Le protectionnisme commence en Allemagne en 1879, puis en Italie avant de gagner les États-Unis avec les lois Mc Kinley en 1890 (les États-Unis étant déjà très protectionnistes). Il s’étend mettant fin au libéralisme dominant. En France, les tarifs Méline seront institués en 1892. La crise en Bohème incite à une réforme des règlements professionnels au milieu des années 1880, la protection des classes moyennes et des gens modestes sont invoquée pour justifier la limitation de la concurrence. Seul le RU reste fidèle au libre-échange.

Il faut attendre la fin des années 1890 pour que le commerce reparte, d’abord dans les pays neufs puis en France. Le RU démarre plus vite, profitant des commandes en produits industriels des pays en croissance.

Les prix sont orientés à la baisse jusqu’en 1896. L’indice des prix de gros en France passe de 144 en 1872 à 82 en 1896. Pour les prix de détail c’est -10% en France, - 7% en Allemagne, -35% au RU, -37% aux États-Unis pour la même période. Ces prix bas pèsent sur les bénéfices car les gains de productivité sont faibles en regard. La rentabilité du capital s’affaiblit d’autant que les salaires résistent : la hausse des salaires réels est constante et universelle. Conséquence de ces mouvements prix/salaires : les dividendes chutent de même que la capitalisation boursière.

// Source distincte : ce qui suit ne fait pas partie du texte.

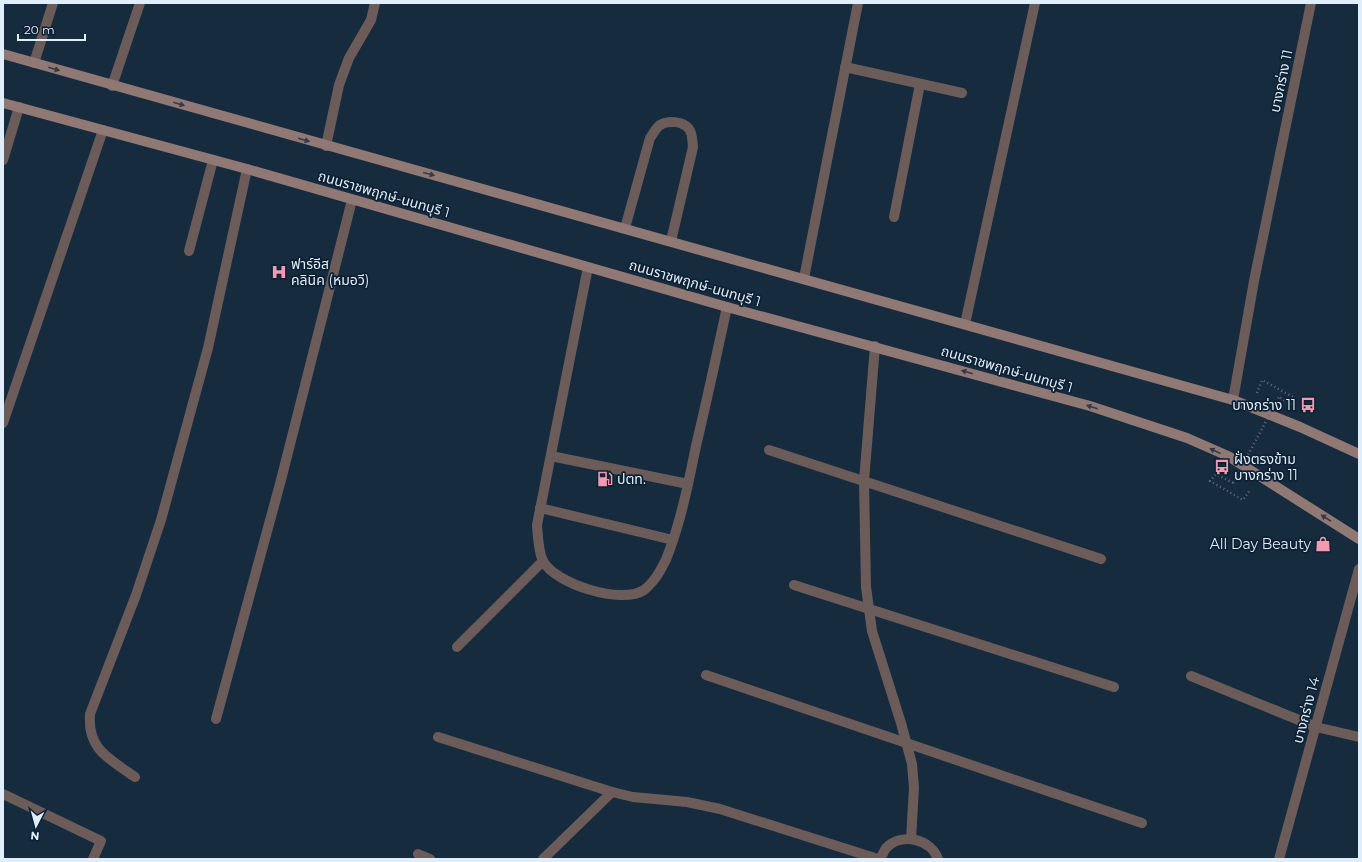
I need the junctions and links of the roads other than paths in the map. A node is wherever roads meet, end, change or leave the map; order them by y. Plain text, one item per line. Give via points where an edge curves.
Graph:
1 (53, 3) edge
2 (140, 3) edge
3 (375, 3) edge
4 (858, 3) edge
5 (1035, 3) edge
6 (1312, 3) edge
7 (3, 54) edge
8 (34, 63) junction
9 (845, 67) junction
10 (920, 84) junction
11 (112, 86) junction
12 (962, 93) dead end
13 (3, 102) edge
14 (19, 107) junction
15 (103, 130) junction
16 (326, 146) junction
17 (3, 160) edge
18 (214, 160) junction
19 (247, 169) junction
20 (352, 200) junction
21 (894, 217) dead end
22 (625, 228) junction
23 (671, 240) junction
24 (189, 251) dead end
25 (588, 267) junction
26 (804, 278) junction
27 (727, 307) junction
28 (965, 324) junction
29 (875, 346) junction
30 (1233, 400) junction
31 (3, 423) edge
32 (769, 450) dead end
33 (1359, 454) edge
34 (551, 456) junction
35 (864, 481) junction
36 (688, 484) junction
37 (540, 508) junction
38 (1359, 539) edge
39 (673, 540) junction
40 (1101, 559) dead end
41 (543, 561) junction
42 (1359, 569) edge
43 (794, 585) dead end
44 (869, 609) junction
45 (457, 648) dead end
46 (706, 675) dead end
47 (1191, 676) dead end
48 (1114, 687) dead end
49 (216, 719) dead end
50 (1316, 727) junction
51 (438, 736) dead end
52 (1359, 737) edge
53 (906, 743) junction
54 (135, 777) dead end
55 (612, 792) junction
56 (3, 794) edge
57 (1142, 822) dead end
58 (911, 839) junction
59 (418, 854) dead end
60 (93, 859) edge
61 (430, 859) edge
62 (543, 859) edge
63 (879, 859) edge
64 (938, 859) edge
65 (1280, 859) edge

1 - 8 street
2 - 11 street
3 - 16 street via 371,20 349,58 338,85
4 - 9 street
5 - 28 street
6 - 30 street, บางกร่าง 11 via 1254,281
7 - 8 main road
8 -> 11 main road
9 - 10 street
9 - 26 street
10 - 12 street
10 - 21 street
11 -> 16 main road
13 - 14 main road, ถนนราชพฤกษ์-นนทบุรี 1
14 - 15 main road, ถนนราชพฤกษ์-นนทบุรี 1
14 - 17 street
15 - 18 main road, ถนนราชพฤกษ์-นนทบุรี 1
15 - 31 street
16 -> 22 main road
18 - 19 main road, ถนนราชพฤกษ์-นนทบุรี 1
18 - 24 street
19 - 20 main road, ถนนราชพฤกษ์-นนทบุรี 1
19 - 54 street via 208,348 161,520 136,595 90,714 89,728 93,742 102,754
20 - 25 main road, ถนนราชพฤกษ์-นนทบุรี 1
20 - 49 street via 281,480
22 - 23 main road
22 - 23 street via 650,138 658,126 664,123 681,123 689,128 693,147
23 - 26 main road
25 - 27 main road, ถนนราชพฤกษ์-นนทบุรี 1
25 - 34 street
26 - 28 main road
27 - 29 main road, ถนนราชพฤกษ์-นนทบุรี 1
27 - 36 street
28 - 30 main road
29 - 35 street
38 -> 29 main road, ถนนราชพฤกษ์-นนทบุรี 1 via 1228,456 1187,438 1090,406
30 - 33 main road
32 - 35 street
34 - 36 street
34 - 37 street
35 - 40 street
35 - 44 street via 866,587
36 - 39 street
37 - 39 street
37 - 41 street via 537,525
39 - 41 street via 656,577 644,590 629,595 605,593 574,584 553,573
41 - 45 street
42 - 50 street, บางกร่าง 14
43 - 44 street
44 - 48 street
44 - 53 street via 872,631
46 - 53 street
47 - 50 street
50 - 52 street
50 - 65 street, บางกร่าง 14
51 - 55 street
53 - 57 street
53 - 58 street via 912,764 914,788
55 - 62 street
55 - 63 street via 720,809
56 - 60 street via 101,840
58 - 63 street via 898,841 886,848
58 - 64 street via 922,841 931,848
59 - 61 street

En conclusion, une crise liée à plusieurs facteurs

« La baisse prolongée des prix, des taux d’intérêt et des profits sont les caractéristiques les plus inquiétantes de cette crise » voilà le constat d’Albert Marshall (futur théoricien de l’économie, fondateur de l’école néoclassique, official papers Londres 1926, cité dans Eric Hobsbawm, L’Ere des Empires 1875-1914, Pluriel, 1989) en 1888. Une dépression violente et de longue durée car conséquence d’une baisse de la rentabilité du capital. L’épuisement des moteurs de la croissance, selon la théorie de Schumpeter, la concurrence exacerbée, la résistance des salaires font que les capitaux se détournent des industries pour se lancer dans la spéculation. Les bulles éclatent, la crise démarre puis s’étend par cercles concentriques aux différentes régions du monde et aux différents secteurs économiques.

Un modèle de crise récurrent dont les conséquences sont radicales dans les domaines économiques, sociaux politiques… Un autre monde naît de la crise.